Jordan Peterson, Mário Machado e Maria José Vilaça: a propósito da liberdade de expressão

A solução para o desacordo, incluído o desacordo profundo, que fratura profundamente as nossas identidades, consciências, ou modos de vida, não pode passar pela proibição do discurso.

Jordan Peterson está na moda. Está tão na moda, aliás, que até a Portugal já veio. Mas não está na moda por causa dos sítios onde vai: está na moda pelas coisas que diz. Talvez esse seja o grande elemento revolucionário que Peterson tem trazido. Finalmente, como há muito não se via, há uma pop star intelectual que obriga as pessoas a discutir. Concorde-se com ele ou não (uma porção não irrelevante do que escreve parece-me, pessoalmente, de rigor altamente questionável…), a verdade é que é difícil ficar indiferente aos temas, à postura e aos argumentos do autor de 12 Rules for Life: An Antidote to Chaos.

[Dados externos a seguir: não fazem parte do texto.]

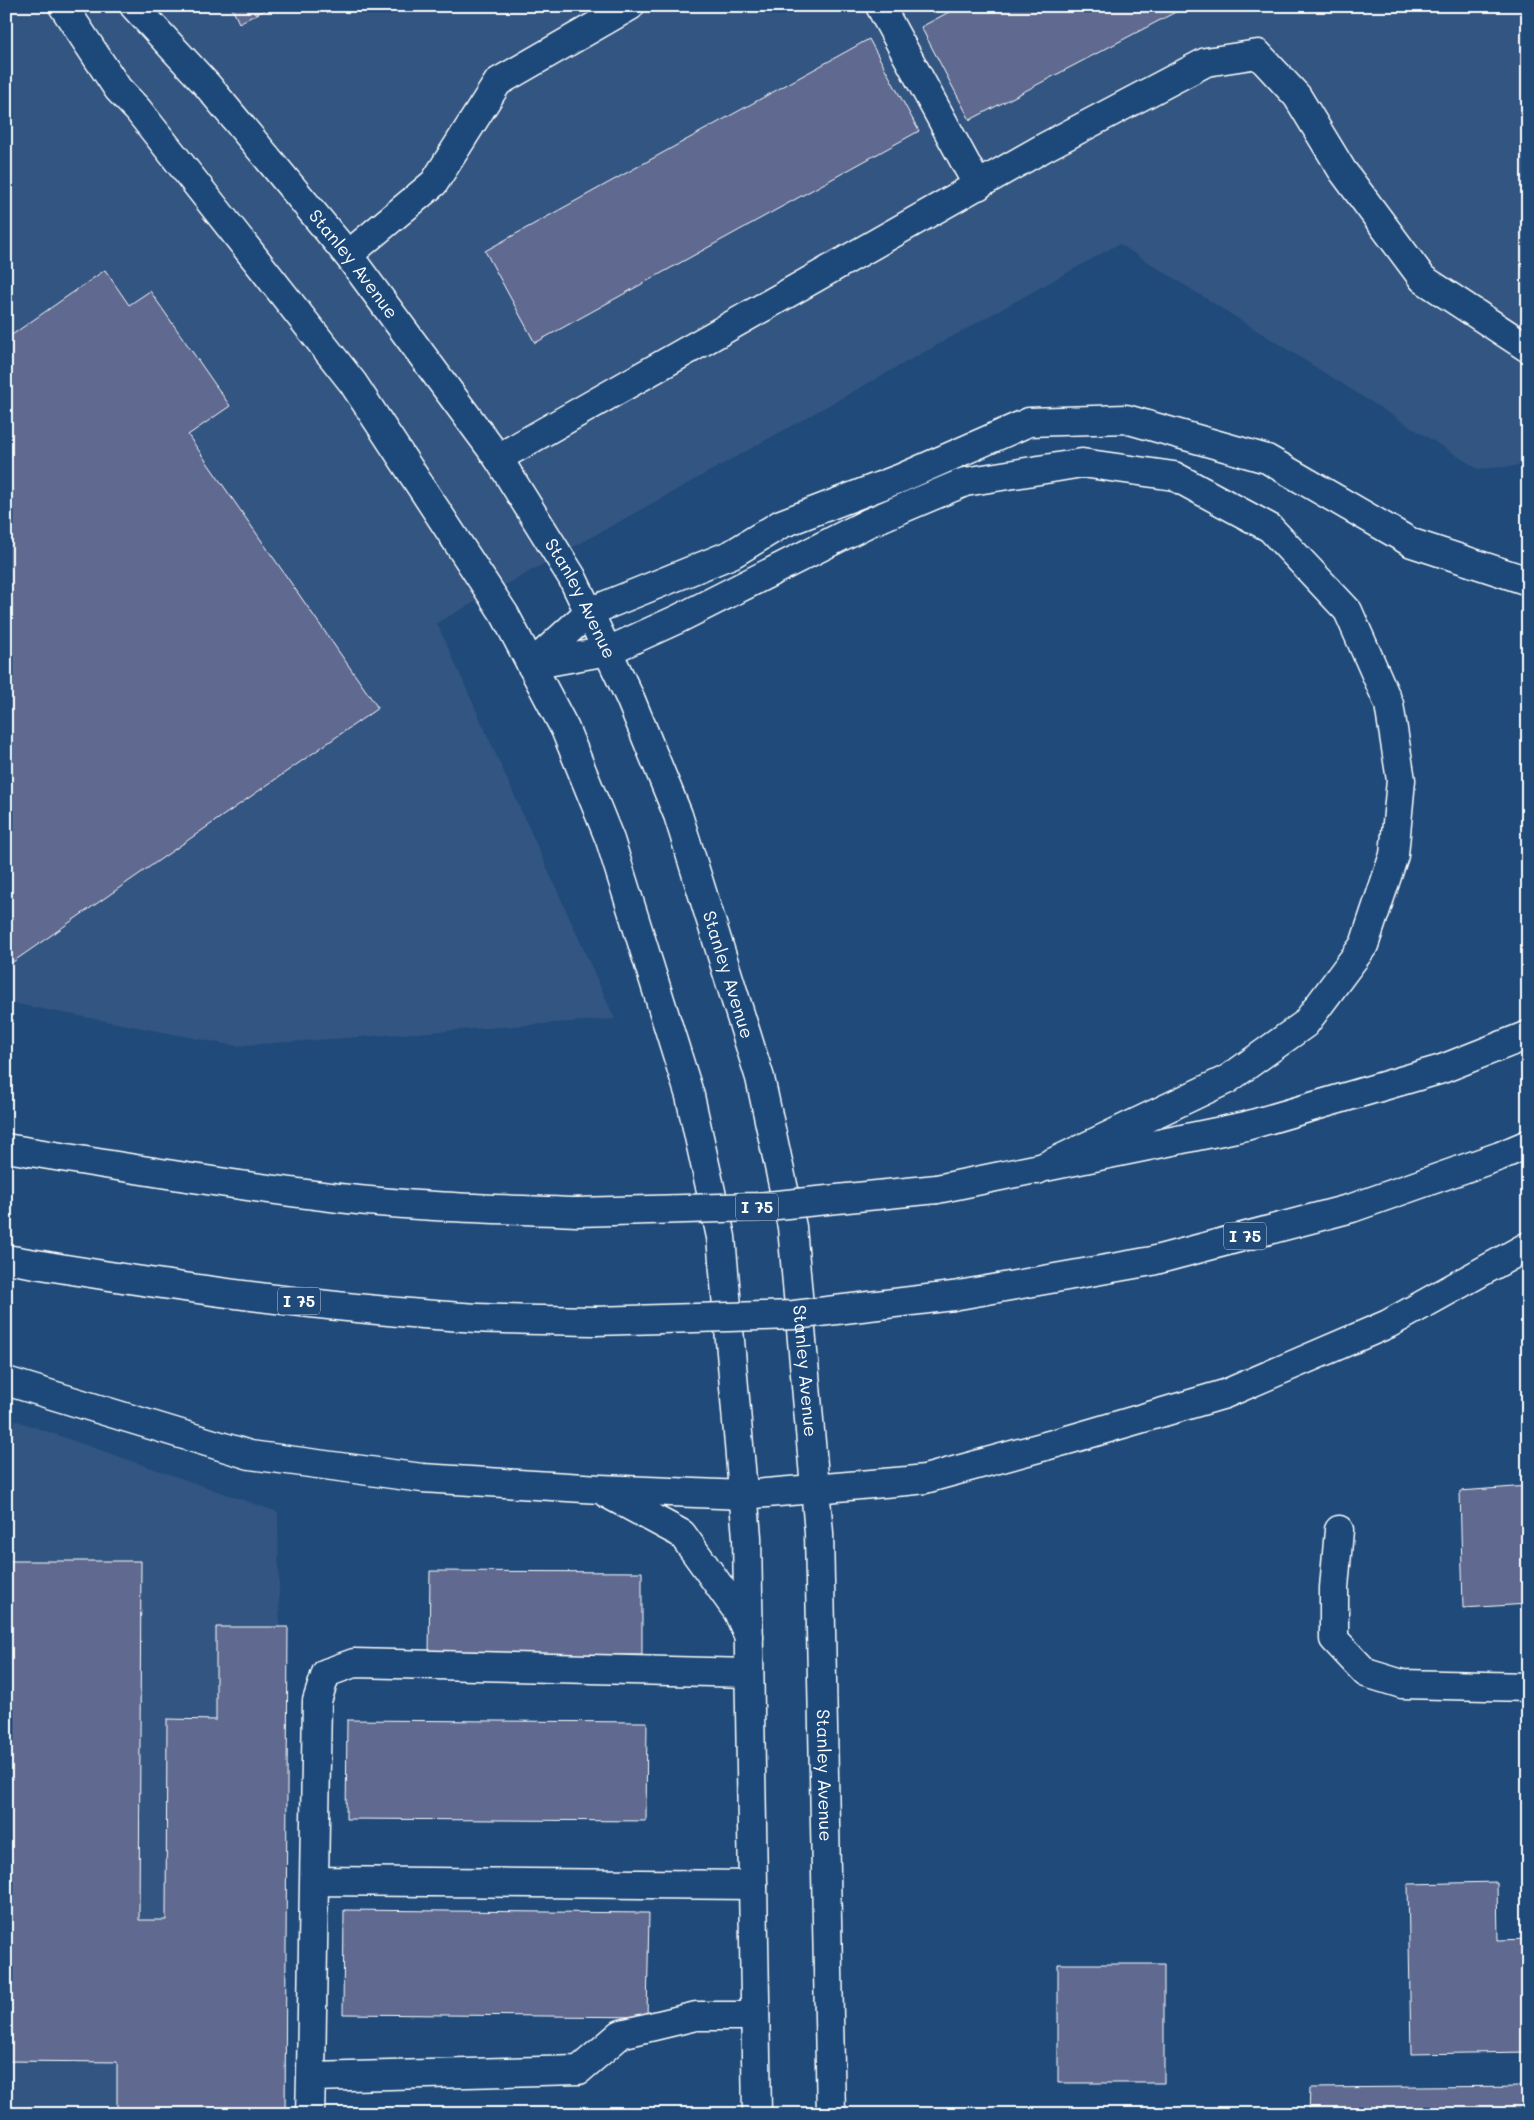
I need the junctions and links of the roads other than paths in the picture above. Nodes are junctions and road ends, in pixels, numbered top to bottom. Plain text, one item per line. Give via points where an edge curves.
1 (63, 6) edge
2 (134, 6) edge
3 (630, 6) edge
4 (880, 6) edge
5 (978, 186) junction
6 (348, 255) junction
7 (1528, 348) edge
8 (498, 458) junction
9 (1528, 581) edge
10 (589, 612) junction
11 (608, 652) junction
12 (531, 665) junction
13 (1528, 1035) edge
14 (1528, 1144) edge
15 (6, 1148) edge
16 (1036, 1170) junction
17 (1528, 1246) edge
18 (6, 1259) edge
19 (6, 1381) edge
20 (815, 1489) junction
21 (600, 1490) junction
22 (743, 1495) junction
23 (1339, 1530) dead end
24 (749, 1637) junction
25 (749, 1674) junction
26 (1528, 1688) edge
27 (314, 1881) junction
28 (753, 1884) junction
29 (755, 2016) junction
30 (311, 2077) junction
31 (310, 2114) edge
32 (757, 2114) edge
33 (831, 2114) edge

1 - 12 main road via 118,90 138,110 353,383 505,615
2 - 6 main road, Stanley Avenue via 207,85
3 - 6 main road via 498,82 434,183
4 - 5 main road
5 - 7 main road via 1206,62 1258,54 1297,96 1342,170 1423,279
5 - 8 main road
6 - 8 main road, Stanley Avenue
8 - 10 main road, Stanley Avenue via 572,577
9 - 10 main road via 1412,542 1266,459 1126,419 1029,422 901,478 781,524 732,554
10 - 11 main road, Stanley Avenue
10 - 12 main road
11 - 12 main road
11 - 16 main road via 868,523 965,482 1082,463 1174,476 1270,528 1348,611 1389,704 1401,780 1394,855 1364,945 1306,1024 1228,1079
11 - 20 main road, Stanley Avenue via 678,815 760,1078 792,1227
12 - 22 main road via 565,729 610,840 690,1096 721,1237
13 - 16 main road, I 75 via 1442,1069 1246,1126
14 - 18 main road, I 75, bridge via 1352,1208 1152,1261 953,1296 794,1315 594,1321 478,1318 354,1308 135,1281
15 - 16 main road, I 75, bridge via 205,1181 341,1198 477,1209 577,1212 757,1207 937,1189
17 - 20 main road via 1388,1324 1225,1394 925,1479
19 - 21 main road via 250,1455 422,1478
20 - 22 main road
20 - 33 main road, Stanley Avenue via 819,1543
21 - 22 main road
21 - 24 main road via 682,1534 738,1612
22 - 24 main road
23 - 26 main road via 1334,1638 1366,1673 1402,1684
24 - 25 main road
25 - 27 main road via 354,1663 326,1673 317,1701
25 - 28 main road
27 - 28 main road
27 - 30 main road
28 - 29 main road
29 - 30 main road via 696,2016 621,2034 579,2070
29 - 32 main road
30 - 31 main road

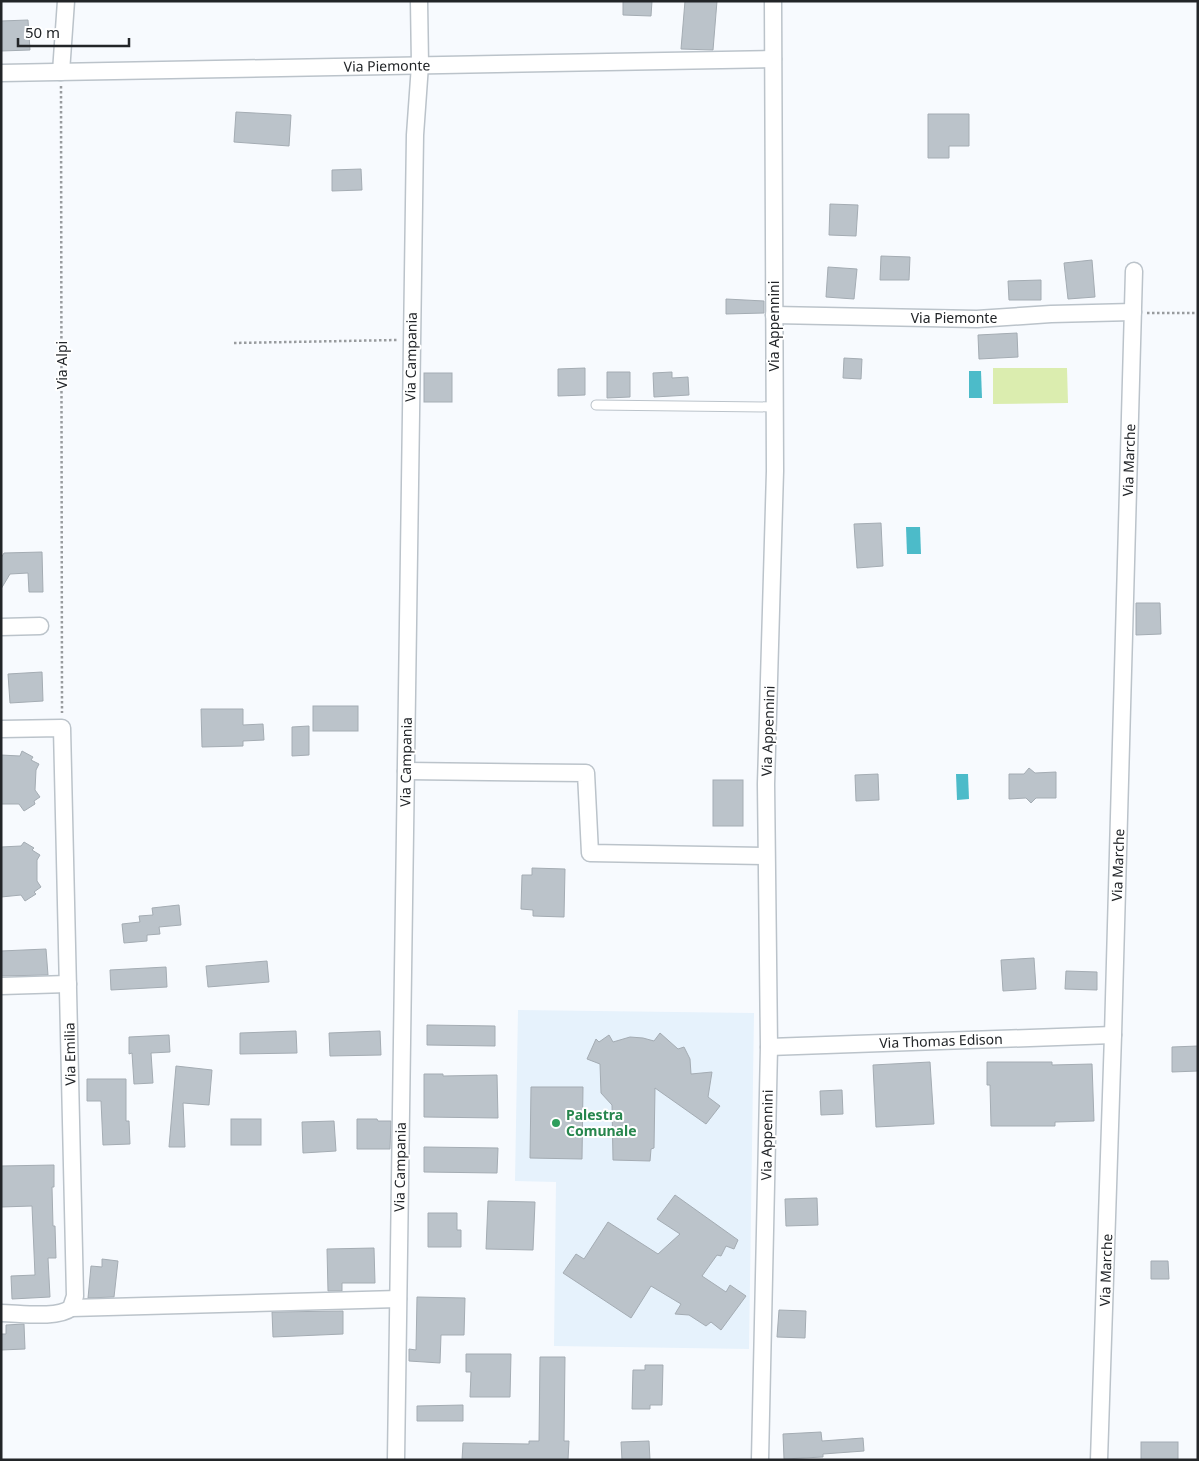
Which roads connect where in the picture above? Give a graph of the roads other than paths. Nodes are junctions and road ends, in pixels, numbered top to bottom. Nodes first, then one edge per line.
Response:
1 (66, 1) edge
2 (419, 1) edge
3 (773, 1) edge
4 (774, 59) junction
5 (420, 65) junction
6 (61, 72) junction
7 (1, 73) edge
8 (1134, 271) dead end
9 (1133, 312) junction
10 (774, 315) junction
11 (596, 404) dead end
12 (774, 407) junction
13 (40, 626) dead end
14 (1, 627) edge
15 (1, 729) edge
16 (406, 771) junction
17 (766, 856) junction
18 (68, 984) junction
19 (1, 986) edge
20 (1113, 1035) junction
21 (769, 1047) junction
22 (398, 1299) junction
23 (72, 1308) junction
24 (1, 1313) edge
25 (396, 1460) edge
26 (760, 1460) edge
27 (1099, 1460) edge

O tema que catapultou Jordan Peterson para a ribalta não é novo. Resumindo tudo a poucas palavras, a obsessão de Peterson tem que ver com a liberdade de expressão – e com as ameaças que vê existirem actualmente a uma expressão que seja verdadeiramente livre. Tanto no seu livro quanto em muitas das conferências que estão disponíveis online, a postura de Peterson é simples: os limites à liberdade de expressão devem ser os mínimos possíveis. A menos que aquilo que se diz incite explicitamente a crimes raciais, por exemplo, ou a menos que aquilo que se diz distorça a realidade de tal maneira que coloque em causa a integridade física daqueles que são visados pelo discurso de alguém; a menos que uma situação como essas ocorra, todas as formas de expressão devem ser possíveis. A razão principal para esta defesa de uma liberdade de expressão quase absoluta tem que ver com o facto de ser difícil de perceber quem é que pode decidir em nome de toda a sociedade quais são as coisas que podem e quais são as coisas que não podem ser ditas. Mas o princípio é simples: a menos que o que se diz incite a comportamentos de tal forma graves que ponham a integridade de outros em perigo, então tudo pode ser dito.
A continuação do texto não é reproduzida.